Although Gold Million served the Main Line and beyond, some of the customers included the artists who visited. "When the Runaways came with Joan Jett, they all bought Saturday Night Fever," said Gold, "and we had the police in here, they all bought jazz records." In the pre-internet era, the shop was vital to music culture, a place where fans' idols became real. The owners said most record stores have a specialty, but their shop has it all.

Joan Jett signs a fan’s chest
Scott Weiner
Joan Jett signs a fan’s chest

Along with the records, amassed mostly from private collectors and meticulously combed through, cleaned, and organized, the shop sells a  variety of artifacts. These includes racks of "new old stock" T's and sweatshirts, which Million said are the excess stock of vintage concert merchandise, preserved in their original condition by clothing companies and eventually sold off. The shop also sells "anything counterculture" — among the gems is a plastic-sleeved People magazine noting the death of John Lennon, several gold records, signed posters, art, and guitars, clocks, and other trinkets that Million creates from scratched records.
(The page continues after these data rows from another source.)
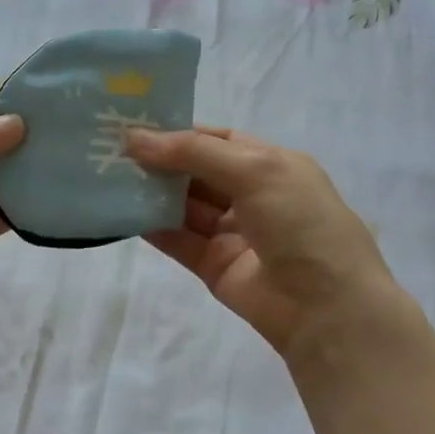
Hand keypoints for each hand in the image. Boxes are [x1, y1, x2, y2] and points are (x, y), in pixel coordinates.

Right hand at [128, 126, 399, 358]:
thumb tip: (136, 138)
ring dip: (152, 193)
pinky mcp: (215, 267)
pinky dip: (153, 227)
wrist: (325, 307)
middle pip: (197, 173)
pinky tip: (123, 213)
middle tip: (112, 151)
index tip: (135, 127)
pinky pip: (179, 241)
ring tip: (109, 178)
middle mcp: (252, 195)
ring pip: (184, 207)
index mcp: (272, 165)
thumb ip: (194, 152)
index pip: (219, 140)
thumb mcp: (255, 170)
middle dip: (160, 162)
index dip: (180, 132)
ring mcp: (233, 233)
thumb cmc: (300, 222)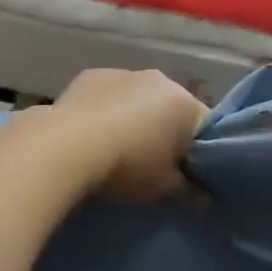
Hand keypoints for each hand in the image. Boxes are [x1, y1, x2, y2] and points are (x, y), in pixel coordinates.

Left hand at [50, 69, 207, 200]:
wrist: (66, 147)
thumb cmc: (128, 167)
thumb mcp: (165, 189)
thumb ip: (191, 191)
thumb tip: (205, 197)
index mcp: (186, 104)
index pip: (205, 127)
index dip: (199, 152)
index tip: (187, 173)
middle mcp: (160, 80)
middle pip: (172, 108)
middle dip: (166, 131)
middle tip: (153, 163)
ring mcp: (125, 73)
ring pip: (140, 98)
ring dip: (136, 117)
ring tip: (118, 148)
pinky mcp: (93, 75)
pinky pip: (110, 94)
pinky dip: (107, 109)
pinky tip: (93, 133)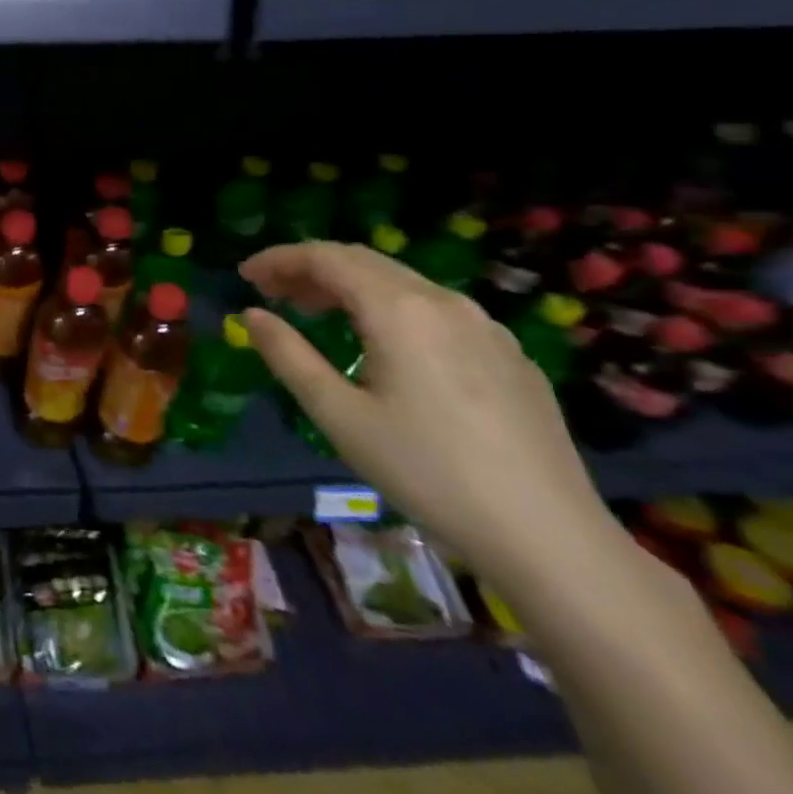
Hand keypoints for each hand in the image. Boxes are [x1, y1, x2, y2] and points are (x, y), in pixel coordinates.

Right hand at [239, 241, 614, 587]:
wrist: (549, 535)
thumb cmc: (426, 470)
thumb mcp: (337, 414)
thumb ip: (288, 355)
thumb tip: (252, 315)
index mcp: (399, 310)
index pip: (326, 257)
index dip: (279, 258)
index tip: (244, 275)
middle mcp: (444, 302)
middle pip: (363, 261)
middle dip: (310, 268)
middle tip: (271, 292)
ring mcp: (485, 327)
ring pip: (401, 283)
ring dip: (349, 286)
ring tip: (316, 313)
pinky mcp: (509, 355)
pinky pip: (434, 309)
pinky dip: (389, 307)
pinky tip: (381, 344)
On their plans to close, Gold acknowledged, "It's surreal, a little, it's making us a little nervous."

"We don't really feel it yet, but just the thought of it makes our stomachs tingly," Million added.

"I think it was really huge for the community because a lot of the older community … they're still listening to records," said Million.

"And their kids are now our customers," said Gold, pointing out a woman and her son who were browsing through some Beatles albums.